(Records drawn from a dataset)
____
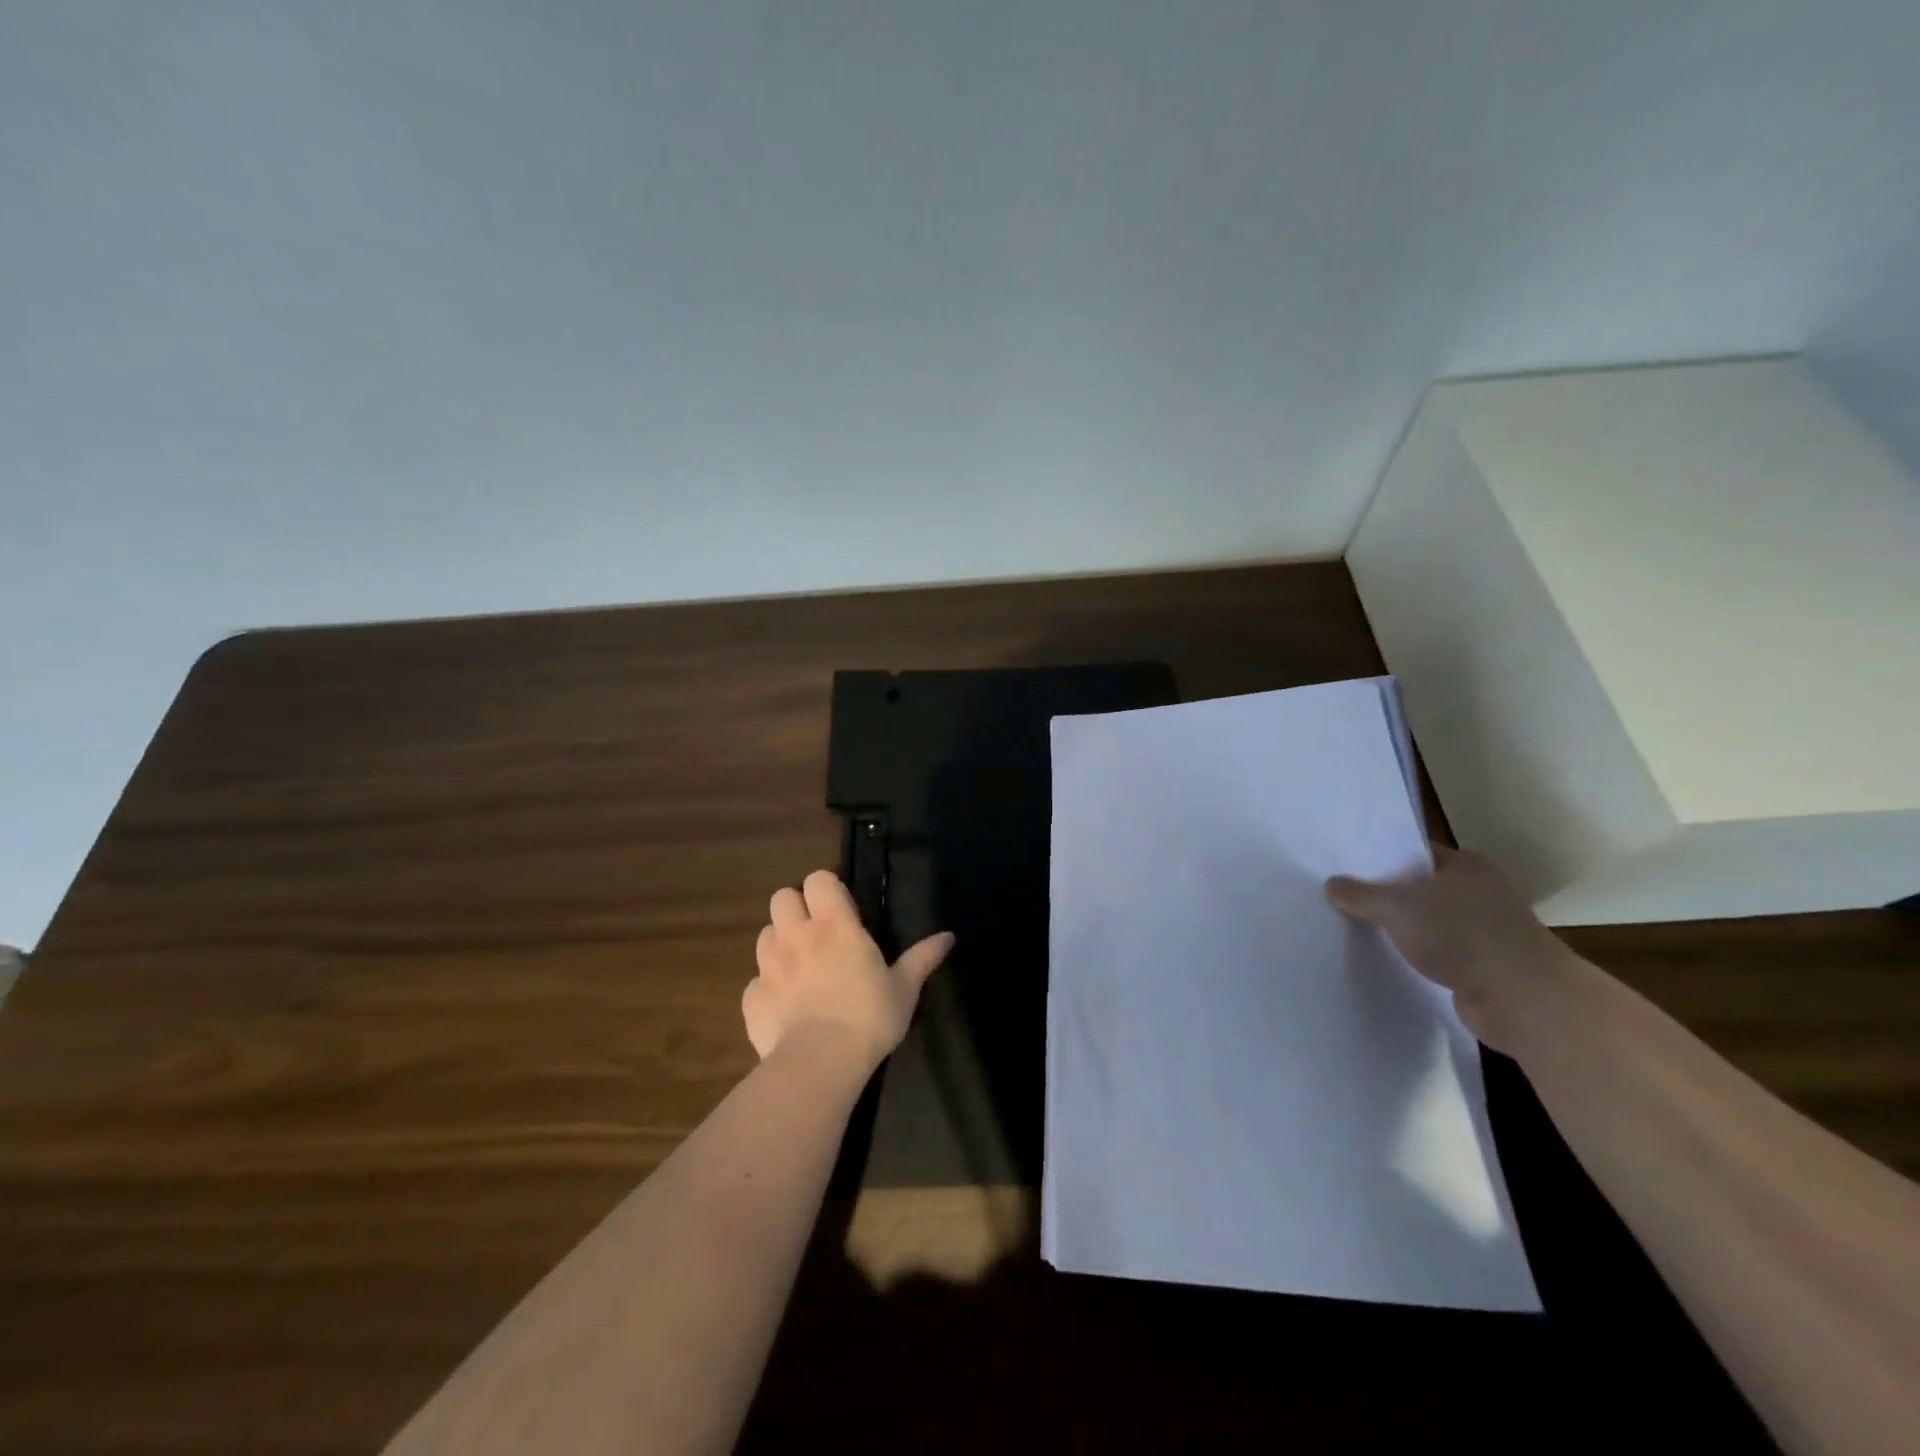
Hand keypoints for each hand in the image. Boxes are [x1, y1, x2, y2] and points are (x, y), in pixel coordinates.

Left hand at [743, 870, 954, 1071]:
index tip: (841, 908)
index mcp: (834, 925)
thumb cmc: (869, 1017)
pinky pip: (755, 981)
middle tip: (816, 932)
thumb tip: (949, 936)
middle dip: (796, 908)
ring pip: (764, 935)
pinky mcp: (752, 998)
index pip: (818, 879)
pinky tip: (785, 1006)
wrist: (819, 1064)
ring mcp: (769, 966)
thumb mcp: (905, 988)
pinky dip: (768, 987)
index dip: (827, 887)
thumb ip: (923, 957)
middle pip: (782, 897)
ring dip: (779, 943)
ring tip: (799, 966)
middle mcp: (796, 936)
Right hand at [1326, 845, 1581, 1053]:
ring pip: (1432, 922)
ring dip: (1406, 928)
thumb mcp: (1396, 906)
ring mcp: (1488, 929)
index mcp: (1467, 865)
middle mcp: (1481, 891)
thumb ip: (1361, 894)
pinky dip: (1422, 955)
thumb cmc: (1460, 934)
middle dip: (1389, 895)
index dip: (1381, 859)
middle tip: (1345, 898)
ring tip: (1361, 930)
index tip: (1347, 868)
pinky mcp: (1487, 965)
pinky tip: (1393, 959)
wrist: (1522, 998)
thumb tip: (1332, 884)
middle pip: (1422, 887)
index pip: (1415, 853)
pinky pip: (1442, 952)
____
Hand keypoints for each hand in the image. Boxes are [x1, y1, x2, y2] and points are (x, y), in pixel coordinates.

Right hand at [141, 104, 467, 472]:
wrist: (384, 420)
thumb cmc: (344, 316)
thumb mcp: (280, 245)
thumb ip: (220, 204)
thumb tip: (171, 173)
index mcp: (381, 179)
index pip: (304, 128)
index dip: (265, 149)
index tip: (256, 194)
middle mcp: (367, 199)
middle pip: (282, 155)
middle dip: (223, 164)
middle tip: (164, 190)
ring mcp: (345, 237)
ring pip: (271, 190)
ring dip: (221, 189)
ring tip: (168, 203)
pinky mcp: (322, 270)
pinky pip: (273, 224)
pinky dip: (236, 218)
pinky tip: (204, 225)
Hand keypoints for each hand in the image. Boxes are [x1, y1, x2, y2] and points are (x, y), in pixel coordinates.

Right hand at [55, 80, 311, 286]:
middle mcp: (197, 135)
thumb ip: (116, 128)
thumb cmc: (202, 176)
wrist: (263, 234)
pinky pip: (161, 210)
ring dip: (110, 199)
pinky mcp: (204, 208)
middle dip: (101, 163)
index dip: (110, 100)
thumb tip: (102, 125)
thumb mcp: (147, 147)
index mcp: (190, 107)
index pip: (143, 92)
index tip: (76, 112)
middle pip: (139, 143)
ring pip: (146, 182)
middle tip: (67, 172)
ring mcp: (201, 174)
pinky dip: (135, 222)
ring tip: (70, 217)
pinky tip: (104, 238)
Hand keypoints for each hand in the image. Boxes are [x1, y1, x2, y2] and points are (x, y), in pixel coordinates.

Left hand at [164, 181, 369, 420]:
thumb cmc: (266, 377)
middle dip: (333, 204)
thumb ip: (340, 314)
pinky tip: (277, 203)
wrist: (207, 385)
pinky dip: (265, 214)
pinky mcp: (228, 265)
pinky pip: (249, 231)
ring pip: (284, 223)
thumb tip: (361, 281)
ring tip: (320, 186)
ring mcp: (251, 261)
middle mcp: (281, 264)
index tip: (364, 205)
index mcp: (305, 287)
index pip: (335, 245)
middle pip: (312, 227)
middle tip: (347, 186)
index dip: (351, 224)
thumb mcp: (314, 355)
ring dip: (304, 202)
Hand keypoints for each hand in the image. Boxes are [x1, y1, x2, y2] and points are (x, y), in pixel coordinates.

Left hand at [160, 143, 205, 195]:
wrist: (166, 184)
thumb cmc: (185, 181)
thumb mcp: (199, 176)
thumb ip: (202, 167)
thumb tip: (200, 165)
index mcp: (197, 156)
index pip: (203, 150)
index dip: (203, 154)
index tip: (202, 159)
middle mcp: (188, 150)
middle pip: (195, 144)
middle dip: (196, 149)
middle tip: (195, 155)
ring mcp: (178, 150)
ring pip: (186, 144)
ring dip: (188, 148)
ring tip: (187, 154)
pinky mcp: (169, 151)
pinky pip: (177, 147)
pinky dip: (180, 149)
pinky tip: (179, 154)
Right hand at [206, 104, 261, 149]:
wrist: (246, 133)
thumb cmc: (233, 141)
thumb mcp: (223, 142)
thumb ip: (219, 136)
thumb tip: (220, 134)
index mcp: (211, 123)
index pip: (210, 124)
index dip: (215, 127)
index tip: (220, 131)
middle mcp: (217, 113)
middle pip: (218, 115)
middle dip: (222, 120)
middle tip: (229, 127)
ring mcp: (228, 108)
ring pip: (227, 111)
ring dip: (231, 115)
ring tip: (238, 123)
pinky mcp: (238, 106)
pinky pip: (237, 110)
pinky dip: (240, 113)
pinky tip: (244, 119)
____
> [Your goal]:
Would you filter the records and copy each line that contains the word "Left"?

> [Task solution]:
Left hand at [743, 870, 954, 1071]:
Left hand at [164, 181, 369, 420]:
Left hand at [160, 143, 205, 195]:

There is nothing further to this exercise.